Eine Strandkiefer steht seit wenigen Tagen direkt neben dem Homburger Rathaus – und sie ist weit mehr als ein gewöhnlicher Stadtbaum. Der junge Nadelbaum stammt aus der französischen Partnerstadt La Baule-Escoublac und soll die Freundschaft zwischen beiden Kommunen sichtbar in die Stadtmitte tragen. Die Städtepartnerschaft besteht bereits seit 1984, also seit über vier Jahrzehnten.
Die Geschichte des Baumes beginnt bei einem Delegationsbesuch an der französischen Atlantikküste. Dort wurden den Homburger Vertretern zwei Strandkiefern als Geschenk überreicht. Die erste fand ihren Platz am Römermuseum, die zweite hat nun im Zentrum der Stadt Wurzeln geschlagen. Begleitet wurde die Übergabe in La Baule von Dr. Helmut Wolf, dem Leiter des Stadtforsts Blieskastel, der zugleich für die Bewirtschaftung des Homburger Waldgebiets verantwortlich zeichnet. Ebenfalls dabei war Simone Lukas, die die Partnerschaft seit vielen Jahren organisatorisch begleitet.
Oberbürgermeister Michael Forster ordnete die Pflanzung in einen größeren Zusammenhang ein: „Unsere Partnerschaft lebt seit vielen Jahrzehnten vom Austausch zwischen den Menschen – von Delegationsreisen, Schüleraustauschen, Vereinskontakten sowie kulturellen und sportlichen Begegnungen. Besonders schön ist, dass wir mit der heutigen Pflanzung nun ein weiteres dauerhaftes Zeichen dieser Freundschaft setzen können.“ Forster verwies zudem auf die europäische Dimension solcher Begegnungen. In einer Zeit, in der Zusammenhalt in Europa wichtiger denn je sei, stellten Städtepartnerschaften ein bedeutsames Signal für Austausch, Freundschaft und gegenseitiges Verständnis dar.

Beim Einsetzen des Baumes griffen nicht nur Verwaltungsspitzen zum Spaten. Kinder des benachbarten Kindergartens St. Michael halfen mit sichtlicher Begeisterung mit und machten die Aktion zu einem echten Gemeinschaftsprojekt. Neben dem Oberbürgermeister und Dr. Wolf waren weitere Vertreterinnen und Vertreter der Stadt vor Ort. Für den fachgerechten Ablauf sorgten der Baubetriebshof und die Grünflächenabteilung der Kreisstadt.

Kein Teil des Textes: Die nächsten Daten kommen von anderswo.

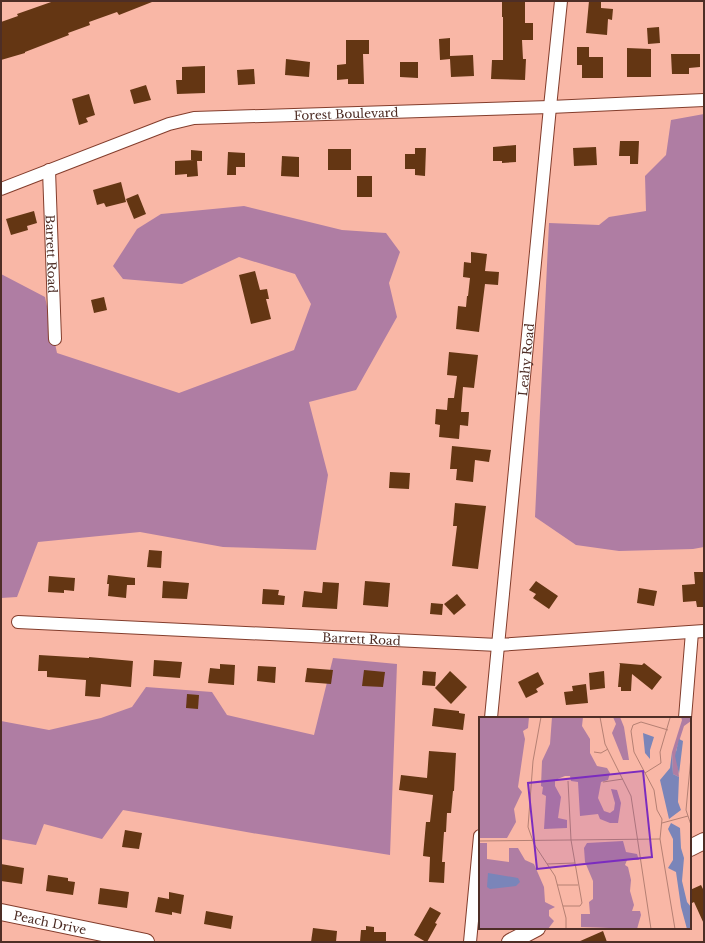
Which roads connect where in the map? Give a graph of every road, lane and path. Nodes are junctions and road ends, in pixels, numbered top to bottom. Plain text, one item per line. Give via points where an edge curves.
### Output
1 (561, 1) edge
2 (704, 100) edge
3 (550, 107) junction
4 (49, 170) junction
5 (1, 189) edge
6 (55, 339) dead end
7 (18, 622) dead end
8 (698, 631) edge
9 (498, 645) junction
10 (491, 717) edge
11 (685, 717) edge
12 (704, 841) edge
13 (479, 847) edge
14 (691, 848) edge
15 (1, 912) edge
16 (535, 929) edge
17 (146, 942) edge
18 (470, 942) edge
19 (510, 942) edge

1 - 3 street, Leahy Road
2 - 3 street, Forest Boulevard
3 - 4 street, Forest Boulevard via 194,118 169,124
3 - 9 street, Leahy Road
4 - 5 street, Forest Boulevard
4 - 6 street, Barrett Road
7 - 9 street, Barrett Road
8 - 9 street, Barrett Road
8 - 11 street
9 - 10 street, Leahy Road
12 - 14 main road
13 - 18 street
15 - 17 main road, Peach Drive
16 - 19 main road

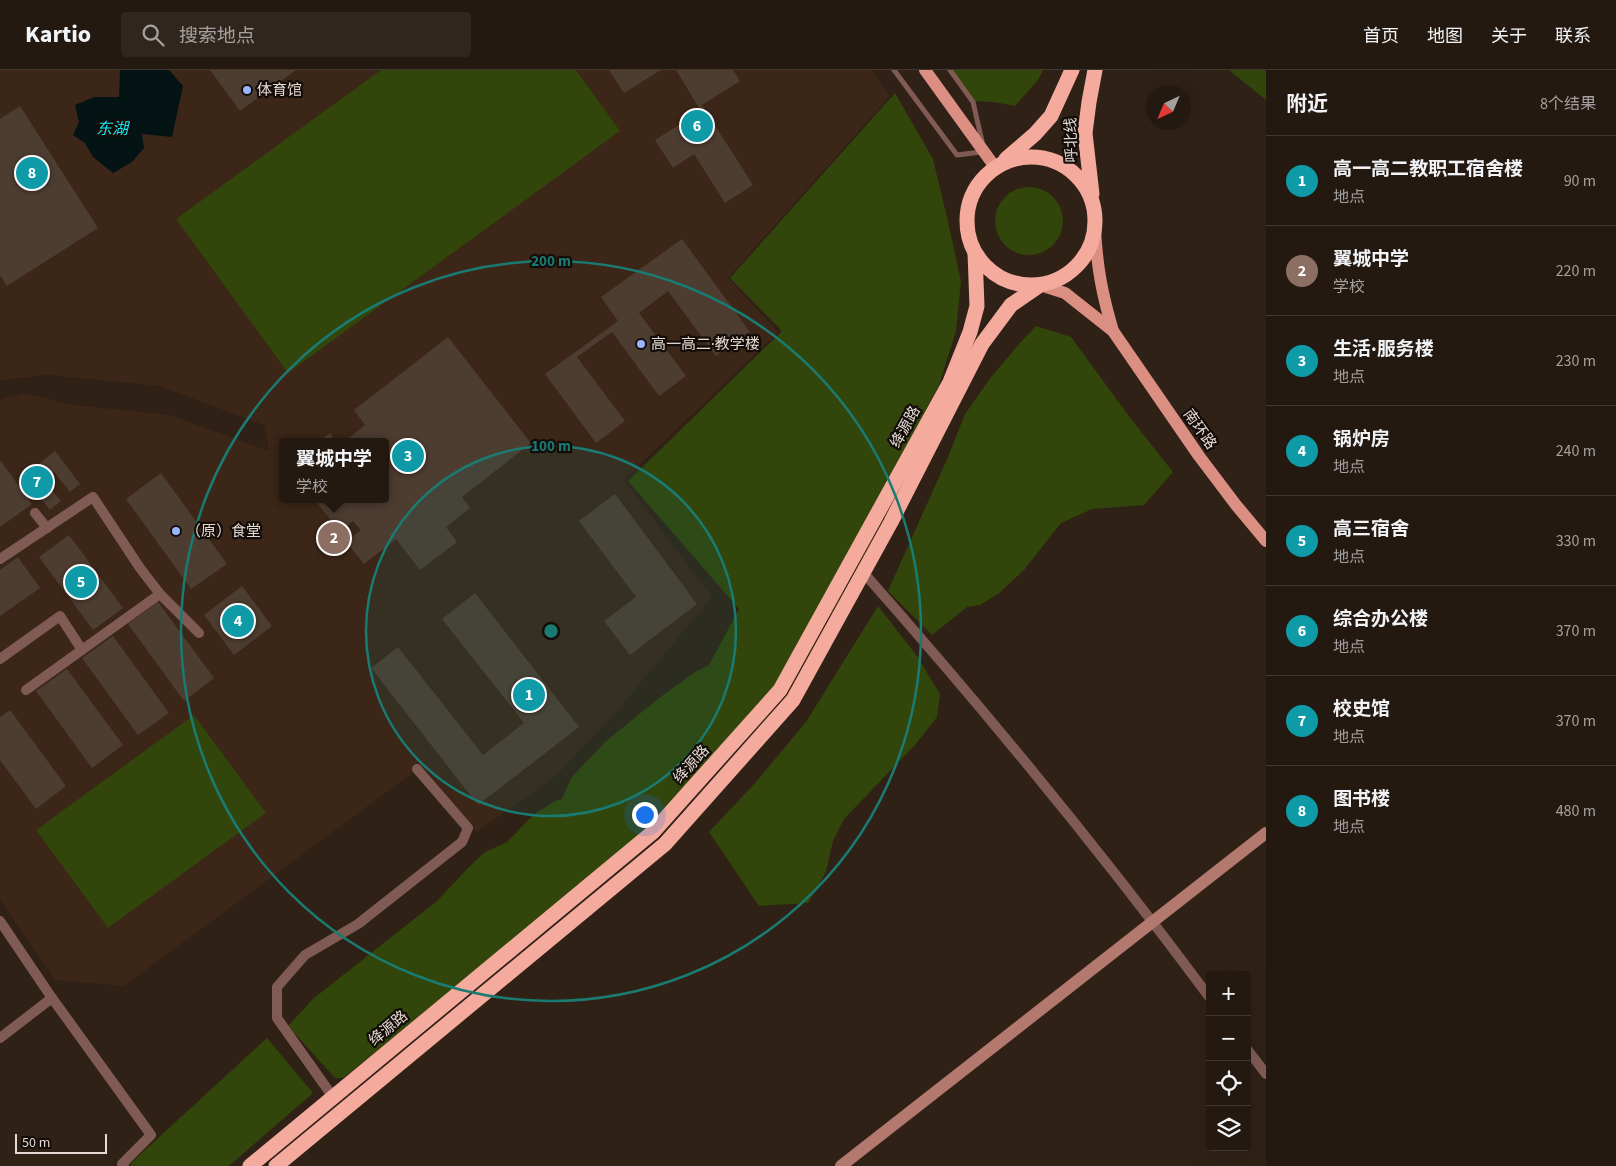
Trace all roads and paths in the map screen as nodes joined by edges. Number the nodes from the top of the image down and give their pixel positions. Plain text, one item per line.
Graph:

Dr. Helmut Wolf schlug darüber hinaus den Bogen zum „Tag des Baumes“: „Der Tag des Baumes macht jedes Jahr aufs Neue deutlich, welche Bedeutung Bäume für Klima, Umwelt und Lebensqualität haben. Die heutige Pflanzung verbindet diesen Gedanken in besonderer Weise mit der langjährigen Freundschaft zwischen Homburg und La Baule.“ Die Strandkiefer vereint damit gleich zwei Botschaften – ökologisches Bewusstsein und gelebte Völkerverständigung.
Forster fasste die symbolische Kraft der Aktion in einem Bild zusammen: „Solche Projekte zeigen, dass unsere Partnerschaft mit La Baule nicht nur auf dem Papier besteht, sondern im Alltag sichtbar wird. Wenn wir gemeinsam etwas pflanzen, dann wächst auch unsere Verbindung weiter.“ Die Strandkiefer am Rathaus dürfte in den kommenden Jahren zu einem vertrauten Anblick im Homburger Stadtbild werden – und an eine Freundschaft erinnern, die weit über Landesgrenzen hinausreicht.